Global accounting convergence is to face an acid test in October with the
release of a proposed new standard on both sides of the Atlantic.

In the first major project of its kind, the International Accounting
Standards Board and the US standards setter FASB have combined to produce a
draft standard on acquisitions. The new rules would replace IFRS3 in Europe and
SFAS141 in the US.

But it will be the responses to the proposals, and the way they are handled,
that will determine whether a common set of global accounting standards is a
real possibility.

‘A key challenge for the IASB and FASB in working on this project is how
conflicting responses from their constituents will be handled during the
re-deliberations,’ said Mark Vaessen, head of KPMG’s IFRS group.

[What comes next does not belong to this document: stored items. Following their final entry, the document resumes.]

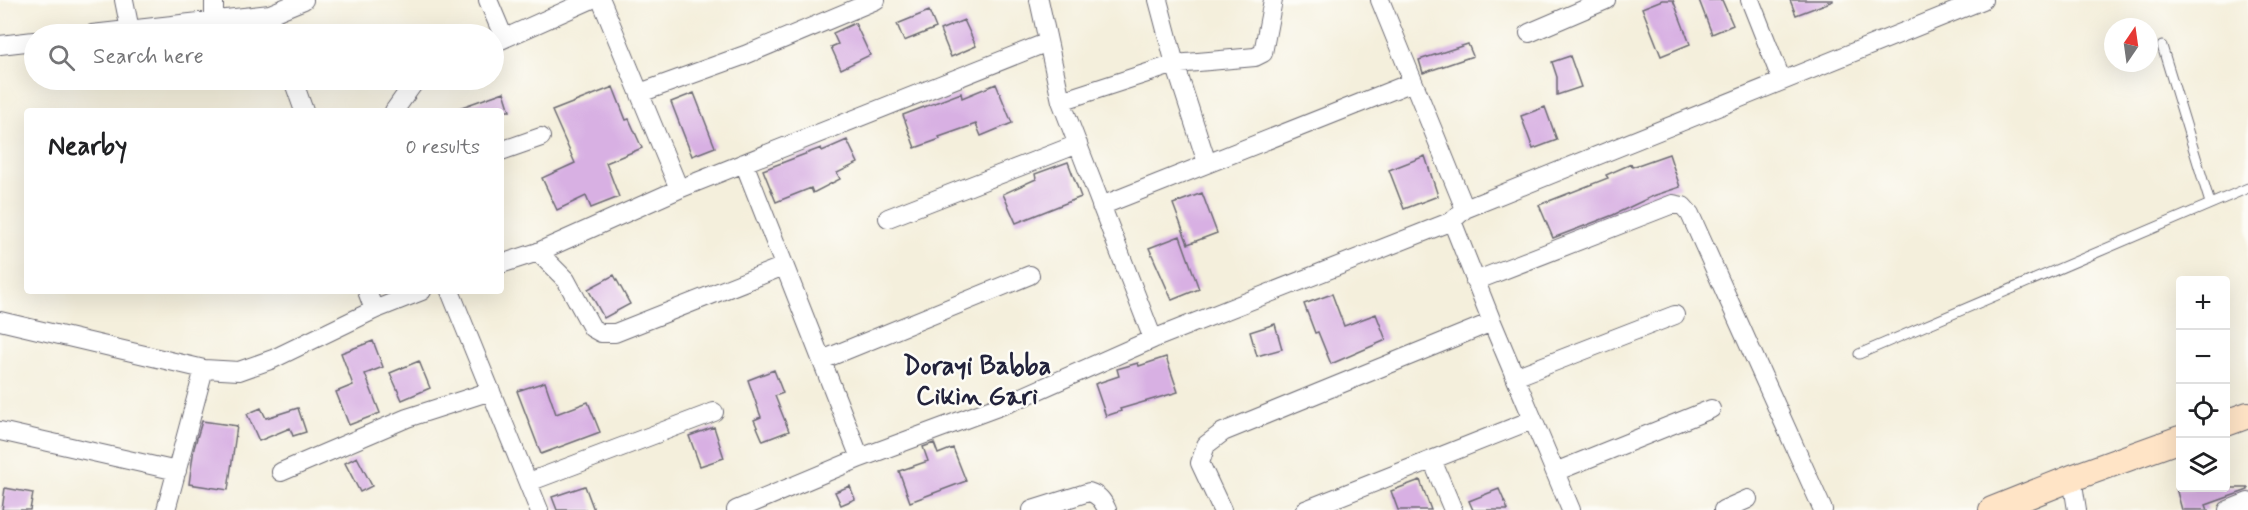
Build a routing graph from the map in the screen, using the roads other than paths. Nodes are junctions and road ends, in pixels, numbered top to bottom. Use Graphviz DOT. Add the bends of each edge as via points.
graph roads {
  1 [pos="124,0"];
  2 [pos="213,0"];
  3 [pos="303,0"];
  4 [pos="488,0"];
  5 [pos="590,0"];
  6 [pos="601,0"];
  7 [pos="876,0"];
  8 [pos="1039,0"];
  9 [pos="1158,0"];
  10 [pos="1273,0"];
  11 [pos="1380,0"];
  12 [pos="1606,0"];
  13 [pos="1750,0"];
  14 [pos="1983,0"];
  15 [pos="270,14"];
  16 [pos="214,20"];
  17 [pos="129,24"];
  18 [pos="180,24"];
  19 [pos="274,24"];
  20 [pos="495,24"];
  21 [pos="1529,33"];
  22 [pos="504,38"];
  23 [pos="24,42"];
  24 [pos="1048,42"];
  25 [pos="0,45"];
  26 [pos="2162,46"];
  27 [pos="1175,64"];
  28 [pos="1782,81"];
  29 [pos="1413,82"];
  30 [pos="297,90"];
  31 [pos="409,90"];
  32 [pos="640,93"];
  33 [pos="1061,101"];
  34 [pos="303,108"];
  35 [pos="396,108"];
  36 [pos="541,137"];
  37 [pos="1078,144"];
  38 [pos="504,150"];
  39 [pos="744,163"];
  40 [pos="1207,163"];
  41 [pos="2248,188"];
  42 [pos="679,189"];
  43 [pos="2210,203"];
  44 [pos="1101,206"];
  45 [pos="1459,215"];
  46 [pos="888,218"];
  47 [pos="538,252"];
  48 [pos="504,263"];
  49 [pos="784,266"];
  50 [pos="1030,275"];
  51 [pos="1475,282"];
  52 [pos="368,294"];
  53 [pos="414,294"];
  54 [pos="451,294"];
  55 [pos="374,310"];
  56 [pos="1675,315"];
  57 [pos="0,321"];
  58 [pos="1492,322"];
  59 [pos="1153,339"];
  60 [pos="1859,354"];
  61 [pos="822,360"];
  62 [pos="204,369"];
  63 [pos="1515,377"];
  64 [pos="491,391"];
  65 [pos="1711,409"];
  66 [pos="714,412"];
  67 [pos="2248,415"];
  68 [pos="1532,420"];
  69 [pos="2230,422"];
  70 [pos="0,431"];
  71 [pos="2176,441"];
  72 [pos="860,458"];
  73 [pos="1432,460"];
  74 [pos="177,471"];
  75 [pos="281,472"];
  76 [pos="1555,472"];
  77 [pos="2072,478"];
  78 [pos="529,482"];
  79 [pos="1748,499"];
  80 [pos="2248,502"];
  81 [pos="1334,505"];
  82 [pos="166,510"];
  83 [pos="539,510"];
  84 [pos="736,510"];
  85 [pos="1032,510"];
  86 [pos="1107,510"];
  87 [pos="1222,510"];
  88 [pos="1305,510"];
  89 [pos="1453,510"];
  90 [pos="1571,510"];
  91 [pos="1723,510"];
  92 [pos="1823,510"];
  93 [pos="1992,510"];
  94 [pos="2077,510"];
  95 [pos="2228,510"];
  1 -- 17 [label="street"];
  2 -- 16 [label="street"];
  3 -- 15 [label="street"];
  4 -- 20 [label="street"];
  5 -- 22 [label="street"];
  6 -- 32 [label="street"];
  7 -- 32 [label="street" via="745,55"];
  8 -- 24 [label="street"];
  9 -- 27 [label="street"];
  10 -- 27 [label="street" via="1263,53"];
  11 -- 29 [label="street"];
  12 -- 21 [label="street"];
  13 -- 28 [label="street"];
  14 -- 28 [label="street"];
  15 -- 16 [label="street"];
  15 -- 19 [label="street"];
  16 -- 18 [label="street"];
  23 -- 25 [label="street"];
  24 -- 33 [label="street"];
  24 -- 39 [label="street"];
  26 -- 43 [label="lane"];
  27 -- 33 [label="street"];
  27 -- 40 [label="street"];
  28 -- 45 [label="street"];
  29 -- 40 [label="street"];
  29 -- 45 [label="street"];
  30 -- 34 [label="street"];
  31 -- 35 [label="street"];
  32 -- 42 [label="street"];
  33 -- 37 [label="street"];
  36 -- 38 [label="street"];
  37 -- 44 [label="street"];
  37 -- 46 [label="street"];
  39 -- 42 [label="street"];
  39 -- 49 [label="street"];
  40 -- 44 [label="street"];
  41 -- 43 [label="lane"];
  42 -- 47 [label="street"];
  43 -- 60 [label="lane"];
  44 -- 59 [label="street"];
  45 -- 51 [label="street"];
  45 -- 59 [label="street"];
  47 -- 48 [label="street"];
  47 -- 49 [label="street" via="566,280 592,328 601,333 615,333"];
  49 -- 61 [label="street"];
  50 -- 61 [label="street"];
  51 -- 58 [label="street"];
  51 -- 92 [label="street" via="1673,204 1683,206 1690,214"];
  52 -- 55 [label="street"];
  53 -- 55 [label="street"];
  54 -- 64 [label="street"];
  55 -- 62 [label="street" via="247,368"];
  56 -- 63 [label="street"];
  57 -- 62 [label="street"];
  58 -- 63 [label="street"];
  58 -- 87 [label="street" via="1222,432 1206,445 1200,463"];
  59 -- 72 [label="street" via="1011,402"];
  61 -- 72 [label="street"];
  62 -- 74 [label="street"];
  63 -- 68 [label="street"];
  64 -- 75 [label="street" via="407,418"];
  64 -- 78 [label="street"];
  65 -- 76 [label="street"];
  66 -- 78 [label="street"];
  67 -- 69 [label="street"];
  68 -- 73 [label="street"];
  68 -- 76 [label="street"];
  70 -- 74 [label="street"];
  71 -- 77 [label="street"];
  72 -- 84 [label="street"];
  73 -- 81 [label="street"];
  73 -- 89 [label="street"];
  74 -- 82 [label="street"];
  76 -- 90 [label="street"];
  77 -- 93 [label="street"];
  77 -- 94 [label="street"];
  78 -- 83 [label="street"];
  79 -- 91 [label="street"];
  80 -- 95 [label="street"];
  81 -- 88 [label="street"];
  85 -- 86 [label="street" via="1089,492 1103,501"];
}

‘Managing the potentially conflicting priorities and views of such a diverse
group will be no mean feat. Success in this first major joint project would be
an important step for their convergence programme.’

But the designers of the proposals hailed it as a great achievement in
co-operation, and a victory for those concerned that converging with the US
would mean a move to rules-based accounting.

Sir David Tweedie, chairman of the IASB, said that the issue of the exposure
draft ‘demonstrates the ability of the IASB and FASB to work together’.

‘By focusing on fundamental principles and avoiding exceptions the proposals
aim to eliminate many of the inconsistencies in the existing guidance,’ he
added.

However, some are more sceptical about the standard.

‘For starters, it is 135 pages of principles,’ said Peter Holgate, senior
technical partner at Pricewaterhouse- Coopers. ‘It is also a bit of a puzzle
where it has come from and what it is trying to achieve. For a convergence
project, a lot of it seems to be new to both boards. You have to ask what
prompted taking it off in a new direction.’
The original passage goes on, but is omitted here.